→ **TASK PROMPT**:
Filter the records below for the word "image". Copy each line that holds it.

→ **LISTED ENTRIES**:
******************************

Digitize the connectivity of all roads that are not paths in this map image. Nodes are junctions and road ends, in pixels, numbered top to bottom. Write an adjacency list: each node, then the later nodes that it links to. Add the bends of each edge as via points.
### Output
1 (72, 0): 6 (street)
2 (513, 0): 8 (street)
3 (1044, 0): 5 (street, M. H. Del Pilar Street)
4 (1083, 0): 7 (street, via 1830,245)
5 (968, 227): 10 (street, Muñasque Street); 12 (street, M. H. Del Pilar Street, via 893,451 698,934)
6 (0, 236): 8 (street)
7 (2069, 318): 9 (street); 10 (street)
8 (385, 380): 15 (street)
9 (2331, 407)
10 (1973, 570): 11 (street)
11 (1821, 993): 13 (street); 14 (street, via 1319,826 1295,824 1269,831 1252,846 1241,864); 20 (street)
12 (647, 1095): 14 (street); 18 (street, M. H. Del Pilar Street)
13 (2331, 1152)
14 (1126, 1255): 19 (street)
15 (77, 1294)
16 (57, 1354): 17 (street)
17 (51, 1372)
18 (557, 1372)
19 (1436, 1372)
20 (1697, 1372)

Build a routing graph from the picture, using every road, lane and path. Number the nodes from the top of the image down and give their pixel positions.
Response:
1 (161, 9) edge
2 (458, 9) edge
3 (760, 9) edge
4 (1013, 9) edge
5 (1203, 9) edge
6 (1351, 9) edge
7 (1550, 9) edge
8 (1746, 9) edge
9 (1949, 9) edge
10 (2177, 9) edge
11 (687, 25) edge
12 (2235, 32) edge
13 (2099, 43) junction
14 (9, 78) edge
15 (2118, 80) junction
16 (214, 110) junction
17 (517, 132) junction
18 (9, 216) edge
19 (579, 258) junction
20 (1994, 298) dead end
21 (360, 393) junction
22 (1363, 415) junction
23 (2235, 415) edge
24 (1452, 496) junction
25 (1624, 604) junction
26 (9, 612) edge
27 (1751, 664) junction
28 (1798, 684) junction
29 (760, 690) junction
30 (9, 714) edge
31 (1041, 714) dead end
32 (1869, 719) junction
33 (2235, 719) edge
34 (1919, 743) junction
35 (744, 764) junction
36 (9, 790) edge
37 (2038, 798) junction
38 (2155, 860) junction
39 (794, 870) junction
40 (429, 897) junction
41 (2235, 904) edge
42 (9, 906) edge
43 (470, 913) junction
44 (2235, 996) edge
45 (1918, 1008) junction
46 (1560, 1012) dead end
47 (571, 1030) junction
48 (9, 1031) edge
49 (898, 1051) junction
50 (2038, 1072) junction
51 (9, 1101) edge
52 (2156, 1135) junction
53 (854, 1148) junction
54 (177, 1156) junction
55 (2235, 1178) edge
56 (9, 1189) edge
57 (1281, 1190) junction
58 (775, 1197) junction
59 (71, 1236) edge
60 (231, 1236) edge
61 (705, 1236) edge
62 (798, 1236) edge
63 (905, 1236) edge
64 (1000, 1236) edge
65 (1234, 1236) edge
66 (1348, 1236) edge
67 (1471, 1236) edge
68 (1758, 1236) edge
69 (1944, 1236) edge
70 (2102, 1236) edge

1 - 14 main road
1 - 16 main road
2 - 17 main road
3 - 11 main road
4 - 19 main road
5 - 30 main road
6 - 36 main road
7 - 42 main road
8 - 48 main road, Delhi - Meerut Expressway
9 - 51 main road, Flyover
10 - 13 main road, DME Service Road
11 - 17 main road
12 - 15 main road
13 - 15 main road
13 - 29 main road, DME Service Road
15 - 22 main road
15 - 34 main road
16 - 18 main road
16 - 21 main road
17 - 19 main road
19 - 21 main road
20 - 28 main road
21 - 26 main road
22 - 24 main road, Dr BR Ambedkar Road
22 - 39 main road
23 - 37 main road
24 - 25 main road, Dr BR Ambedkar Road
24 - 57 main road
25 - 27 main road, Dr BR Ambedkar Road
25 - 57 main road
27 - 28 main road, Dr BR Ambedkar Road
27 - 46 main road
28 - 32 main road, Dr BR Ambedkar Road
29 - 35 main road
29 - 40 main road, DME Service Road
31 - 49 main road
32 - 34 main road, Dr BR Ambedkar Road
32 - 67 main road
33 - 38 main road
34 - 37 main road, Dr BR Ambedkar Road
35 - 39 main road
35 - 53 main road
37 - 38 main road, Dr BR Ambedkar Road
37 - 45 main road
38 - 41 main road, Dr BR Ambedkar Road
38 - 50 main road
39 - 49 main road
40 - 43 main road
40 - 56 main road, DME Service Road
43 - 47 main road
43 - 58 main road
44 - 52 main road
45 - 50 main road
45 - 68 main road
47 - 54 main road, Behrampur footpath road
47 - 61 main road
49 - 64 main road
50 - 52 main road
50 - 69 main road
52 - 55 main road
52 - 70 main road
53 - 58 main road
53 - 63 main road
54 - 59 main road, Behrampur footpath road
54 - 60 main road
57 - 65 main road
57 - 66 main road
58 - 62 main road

******************************

→ **TASK SOLUTION**:
Digitize the connectivity of all roads that are not paths in this map image. Nodes are junctions and road ends, in pixels, numbered top to bottom. Write an adjacency list: each node, then the later nodes that it links to. Add the bends of each edge as via points.
Build a routing graph from the picture, using every road, lane and path. Number the nodes from the top of the image down and give their pixel positions.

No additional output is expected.